[Records from a data source]
*** Begin section ***

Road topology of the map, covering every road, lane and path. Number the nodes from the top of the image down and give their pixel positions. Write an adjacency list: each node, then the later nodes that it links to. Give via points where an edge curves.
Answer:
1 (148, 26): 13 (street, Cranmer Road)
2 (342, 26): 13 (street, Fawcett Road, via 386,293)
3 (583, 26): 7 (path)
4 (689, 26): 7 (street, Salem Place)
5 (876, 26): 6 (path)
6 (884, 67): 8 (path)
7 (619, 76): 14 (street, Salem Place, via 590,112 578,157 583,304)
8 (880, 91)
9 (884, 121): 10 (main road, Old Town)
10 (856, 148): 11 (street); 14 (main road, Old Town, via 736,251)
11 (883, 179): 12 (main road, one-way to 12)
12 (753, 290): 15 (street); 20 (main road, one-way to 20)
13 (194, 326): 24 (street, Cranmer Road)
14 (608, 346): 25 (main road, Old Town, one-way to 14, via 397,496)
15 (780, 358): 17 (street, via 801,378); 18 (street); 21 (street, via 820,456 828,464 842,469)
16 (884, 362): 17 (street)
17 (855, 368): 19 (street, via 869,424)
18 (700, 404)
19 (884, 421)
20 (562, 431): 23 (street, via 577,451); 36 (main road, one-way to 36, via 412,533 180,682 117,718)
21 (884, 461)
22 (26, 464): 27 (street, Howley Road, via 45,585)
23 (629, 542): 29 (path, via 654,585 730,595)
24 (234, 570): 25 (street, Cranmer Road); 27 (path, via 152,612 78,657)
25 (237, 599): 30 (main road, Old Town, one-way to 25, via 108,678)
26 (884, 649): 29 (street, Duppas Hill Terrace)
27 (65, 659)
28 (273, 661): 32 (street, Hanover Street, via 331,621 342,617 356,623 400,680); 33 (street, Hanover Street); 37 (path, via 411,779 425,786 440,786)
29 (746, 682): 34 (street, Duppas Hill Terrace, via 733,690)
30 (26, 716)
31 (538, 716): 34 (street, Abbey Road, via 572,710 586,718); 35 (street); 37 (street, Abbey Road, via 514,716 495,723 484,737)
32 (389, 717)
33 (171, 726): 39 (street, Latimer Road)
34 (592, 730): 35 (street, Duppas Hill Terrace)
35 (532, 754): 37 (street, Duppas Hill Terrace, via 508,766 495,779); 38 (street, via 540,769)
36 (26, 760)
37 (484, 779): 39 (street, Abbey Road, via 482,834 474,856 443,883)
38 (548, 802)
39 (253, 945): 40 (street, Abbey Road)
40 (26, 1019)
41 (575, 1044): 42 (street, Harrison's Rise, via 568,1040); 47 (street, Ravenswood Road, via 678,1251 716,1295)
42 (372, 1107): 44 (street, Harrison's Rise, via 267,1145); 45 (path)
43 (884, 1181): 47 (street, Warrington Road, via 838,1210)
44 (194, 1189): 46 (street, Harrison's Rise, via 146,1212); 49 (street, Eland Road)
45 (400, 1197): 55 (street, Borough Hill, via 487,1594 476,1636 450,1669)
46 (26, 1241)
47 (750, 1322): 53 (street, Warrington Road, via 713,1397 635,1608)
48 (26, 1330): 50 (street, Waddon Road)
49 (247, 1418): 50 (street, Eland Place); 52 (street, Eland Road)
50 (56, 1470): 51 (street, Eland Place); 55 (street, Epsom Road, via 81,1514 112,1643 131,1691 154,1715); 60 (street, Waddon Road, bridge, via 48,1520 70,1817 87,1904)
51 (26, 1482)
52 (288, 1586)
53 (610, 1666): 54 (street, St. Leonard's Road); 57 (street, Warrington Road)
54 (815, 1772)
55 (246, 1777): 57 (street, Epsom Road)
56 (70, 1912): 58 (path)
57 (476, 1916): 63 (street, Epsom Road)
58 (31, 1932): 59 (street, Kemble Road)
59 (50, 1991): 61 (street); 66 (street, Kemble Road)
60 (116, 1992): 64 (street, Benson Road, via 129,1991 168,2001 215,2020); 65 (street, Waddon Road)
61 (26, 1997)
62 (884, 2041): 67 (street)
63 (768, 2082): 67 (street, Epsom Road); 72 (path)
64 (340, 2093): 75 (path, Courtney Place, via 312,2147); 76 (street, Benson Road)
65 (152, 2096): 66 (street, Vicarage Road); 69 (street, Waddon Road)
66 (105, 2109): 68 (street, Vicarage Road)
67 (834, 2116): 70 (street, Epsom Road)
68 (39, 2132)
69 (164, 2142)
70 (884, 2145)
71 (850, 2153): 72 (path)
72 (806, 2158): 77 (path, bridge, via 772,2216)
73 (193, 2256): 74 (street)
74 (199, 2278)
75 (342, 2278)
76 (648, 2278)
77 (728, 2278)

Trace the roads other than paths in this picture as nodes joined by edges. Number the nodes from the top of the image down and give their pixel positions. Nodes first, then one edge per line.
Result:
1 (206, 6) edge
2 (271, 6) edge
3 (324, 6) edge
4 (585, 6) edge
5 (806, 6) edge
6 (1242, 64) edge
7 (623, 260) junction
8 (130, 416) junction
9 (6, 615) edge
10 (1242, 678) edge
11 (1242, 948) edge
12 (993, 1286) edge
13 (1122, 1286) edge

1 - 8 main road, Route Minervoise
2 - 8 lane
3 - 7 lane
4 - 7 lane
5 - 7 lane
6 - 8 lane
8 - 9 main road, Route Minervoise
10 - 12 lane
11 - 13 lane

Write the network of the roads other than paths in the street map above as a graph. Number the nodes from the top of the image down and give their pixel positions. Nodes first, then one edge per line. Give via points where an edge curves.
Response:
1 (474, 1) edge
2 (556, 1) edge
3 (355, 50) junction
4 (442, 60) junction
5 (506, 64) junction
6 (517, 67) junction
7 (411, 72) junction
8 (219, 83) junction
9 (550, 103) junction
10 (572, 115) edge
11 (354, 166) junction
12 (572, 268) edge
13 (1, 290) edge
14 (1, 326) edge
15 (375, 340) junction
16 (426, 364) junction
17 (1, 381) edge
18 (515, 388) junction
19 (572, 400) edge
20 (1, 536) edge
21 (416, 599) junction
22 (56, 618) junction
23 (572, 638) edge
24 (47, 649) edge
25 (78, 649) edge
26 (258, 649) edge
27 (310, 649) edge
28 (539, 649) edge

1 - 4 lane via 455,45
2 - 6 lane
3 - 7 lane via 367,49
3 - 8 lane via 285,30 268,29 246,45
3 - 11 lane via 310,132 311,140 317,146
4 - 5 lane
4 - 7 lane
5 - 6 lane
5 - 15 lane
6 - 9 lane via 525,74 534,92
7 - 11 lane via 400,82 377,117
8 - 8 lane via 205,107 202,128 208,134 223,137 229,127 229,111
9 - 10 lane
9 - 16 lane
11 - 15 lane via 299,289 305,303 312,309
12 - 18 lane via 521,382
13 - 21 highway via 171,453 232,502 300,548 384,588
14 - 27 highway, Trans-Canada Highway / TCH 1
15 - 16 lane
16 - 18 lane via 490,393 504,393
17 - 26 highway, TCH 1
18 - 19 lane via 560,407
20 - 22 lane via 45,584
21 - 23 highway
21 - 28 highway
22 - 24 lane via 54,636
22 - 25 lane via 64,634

*** End section ***

## Activity
Look through the entries above. Copy out every line holding the word "positions".

## Solved problem
Road topology of the map, covering every road, lane and path. Number the nodes from the top of the image down and give their pixel positions. Write an adjacency list: each node, then the later nodes that it links to. Give via points where an edge curves.
Trace the roads other than paths in this picture as nodes joined by edges. Number the nodes from the top of the image down and give their pixel positions. Nodes first, then one edge per line.
Write the network of the roads other than paths in the street map above as a graph. Number the nodes from the top of the image down and give their pixel positions. Nodes first, then one edge per line. Give via points where an edge curves.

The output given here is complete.